It Takes a Little Teamwork
The OS program is designed to help him, and 584 other Athens Olympians, reach that level. During the past two years, the International Olympic Committee (I.O.C.) has plowed $13.7 million into athlete scholarships, and another $100 million into training centers, regional competitions and sports development. Without the money that OS invested in him, Alassane would never have left Niger to train, got a world-class coach or won a bronze medal at the African championships in May, the feat that qualified him for Athens. OS "is indispensable," says Hassene Ikhlef, who coaches Alassane and 19 other scholarship holders at the International Center for African Judo (CIJA) in Rabat, Morocco. Without the funding, nations like Niger "would be very sparsely represented. These countries don't have the means to train properly, to travel, to compete."

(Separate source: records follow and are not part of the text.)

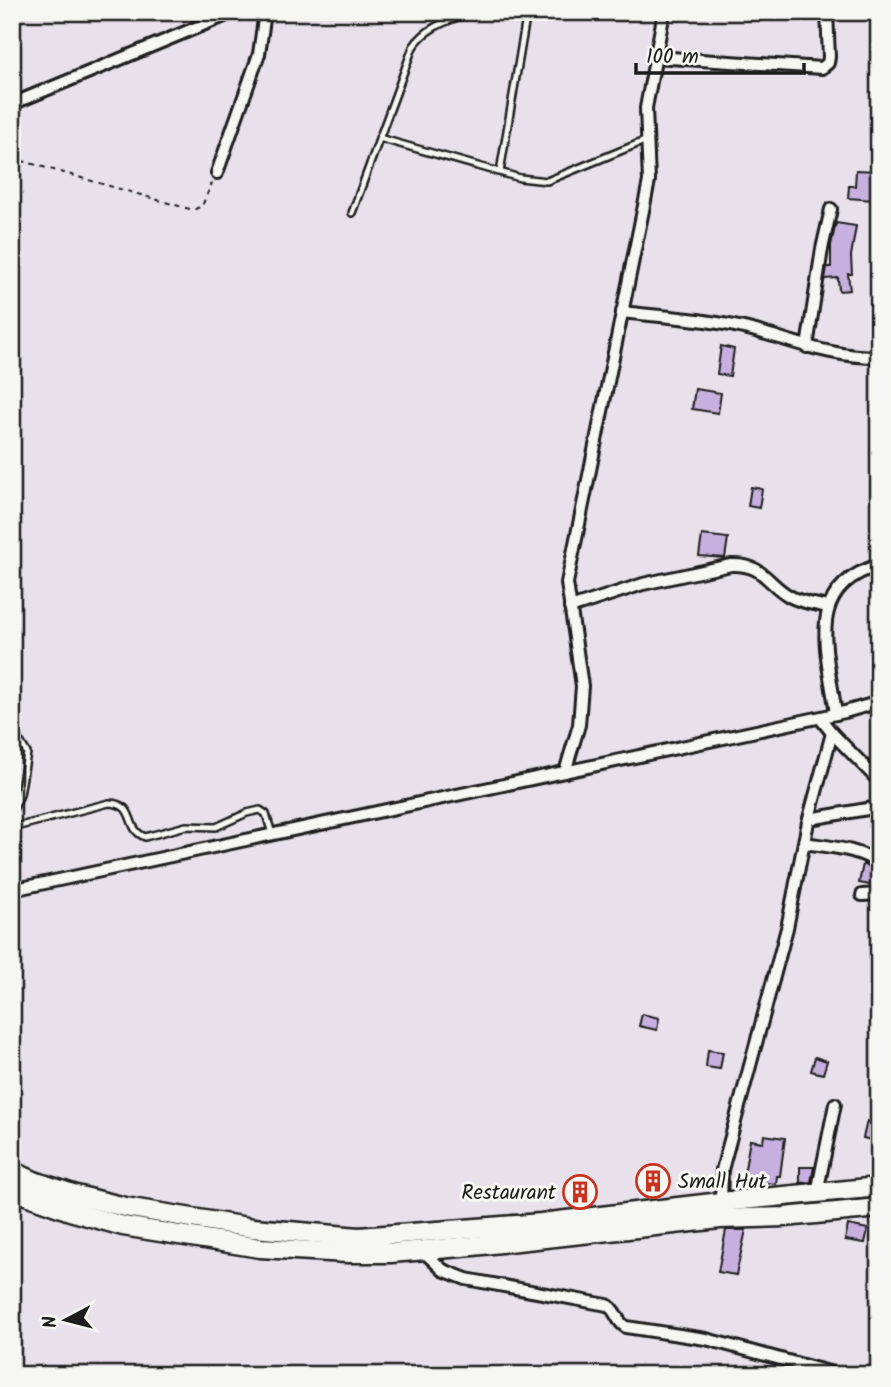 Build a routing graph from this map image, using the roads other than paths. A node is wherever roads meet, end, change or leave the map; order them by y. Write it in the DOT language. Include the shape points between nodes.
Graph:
graph roads {
  1 [pos="234,12"];
  2 [pos="265,12"];
  3 [pos="471,12"];
  4 [pos="527,12"];
  5 [pos="664,12"];
  6 [pos="827,12"];
  7 [pos="655,57"];
  8 [pos="12,104"];
  9 [pos="379,138"];
  10 [pos="647,140"];
  11 [pos="500,172"];
  12 [pos="217,173"];
  13 [pos="831,209"];
  14 [pos="352,214"];
  15 [pos="622,312"];
  16 [pos="807,347"];
  17 [pos="879,358"];
  18 [pos="879,565"];
  19 [pos="828,607"];
  20 [pos="570,608"];
  21 [pos="879,702"];
  22 [pos="836,714"];
  23 [pos="820,718"];
  24 [pos="832,733"];
  25 [pos="12,740"];
  26 [pos="565,772"];
  27 [pos="879,781"];
  28 [pos="879,807"];
  29 [pos="12,812"];
  30 [pos="809,819"];
  31 [pos="12,828"];
  32 [pos="272,834"];
  33 [pos="805,843"];
  34 [pos="879,864"];
  35 [pos="12,890"];
  36 [pos="879,894"];
  37 [pos="862,895"];
  38 [pos="835,1104"];
  39 [pos="12,1171"];
  40 [pos="879,1187"];
  41 [pos="12,1190"];
  42 [pos="817,1193"];
  43 [pos="721,1202"];
  44 [pos="879,1208"];
  45 [pos="422,1250"];
  46 [pos="840,1375"];
  1 -- 8 [label="street"];
  2 -- 12 [label="street" via="259,54"];
  3 -- 9 [label="lane" via="421,35"];
  4 -- 11 [label="lane"];
  5 -- 7 [label="street"];
  6 -- 7 [label="street" via="830,57 822,68"];
  7 -- 10 [label="street" via="646,108"];
  9 -- 11 [label="lane"];
  9 -- 14 [label="lane"];
  10 -- 11 [label="lane" via="547,181"];
  10 -- 15 [label="street" via="649,181"];
  13 -- 16 [label="street"];
  15 -- 16 [label="street" via="750,329"];
  15 -- 20 [label="street" via="571,559 567,583"];
  16 -- 17 [label="street"];
  18 -- 19 [label="street" via="842,582"];
  19 -- 20 [label="street" via="787,595 765,574 744,564 643,584"];
  19 -- 22 [label="street" via="826,641"];
  20 -- 26 [label="street" via="582,686 579,725"];
  21 -- 22 [label="street"];
  22 -- 23 [label="street"];
  23 -- 24 [label="street"];
  23 -- 26 [label="street"];
  24 -- 27 [label="street"];
  24 -- 30 [label="street"];
  25 -- 29 [label="lane" via="27,753"];
  26 -- 32 [label="street"];
  28 -- 30 [label="street"];
  30 -- 33 [label="street"];
  31 -- 32 [label="lane" via="108,803 125,808 134,829 145,837 186,826 216,827 260,810 266,814"];
  32 -- 35 [label="street"];
  33 -- 34 [label="street" via="855,853"];
  33 -- 43 [label="street" via="722,1170"];
  36 -- 37 [label="street"];
  38 -- 42 [label="street"];
  39 -- 43 [label="highway" via="125,1207 253,1228 359,1237 541,1223"];
  40 -- 42 [label="highway"];
  41 -- 45 [label="highway" via="122,1226 196,1239 304,1252"];
  42 -- 43 [label="highway"];
  44 -- 45 [label="highway" via="720,1219"];
  45 -- 46 [label="street" via="443,1270 466,1279 607,1306 626,1327 706,1339"];
}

OS was born along with the newly independent nations of the developing world in the 1960s and 1970s. "There were suddenly all these new Olympic committees coming into being that wanted to send athletes to the Games," says James Macleod, the I.O.C. project manager who oversees the scholarships. But many of the countries didn't have the sports infrastructure or financial resources to develop and field teams for the Games, much less contend for medals. "The Olympic Games wouldn't be the Olympic Games with just the big countries," says Macleod. "We're trying to give the smaller ones the means and the methods to send athletes to compete in the Games with dignity."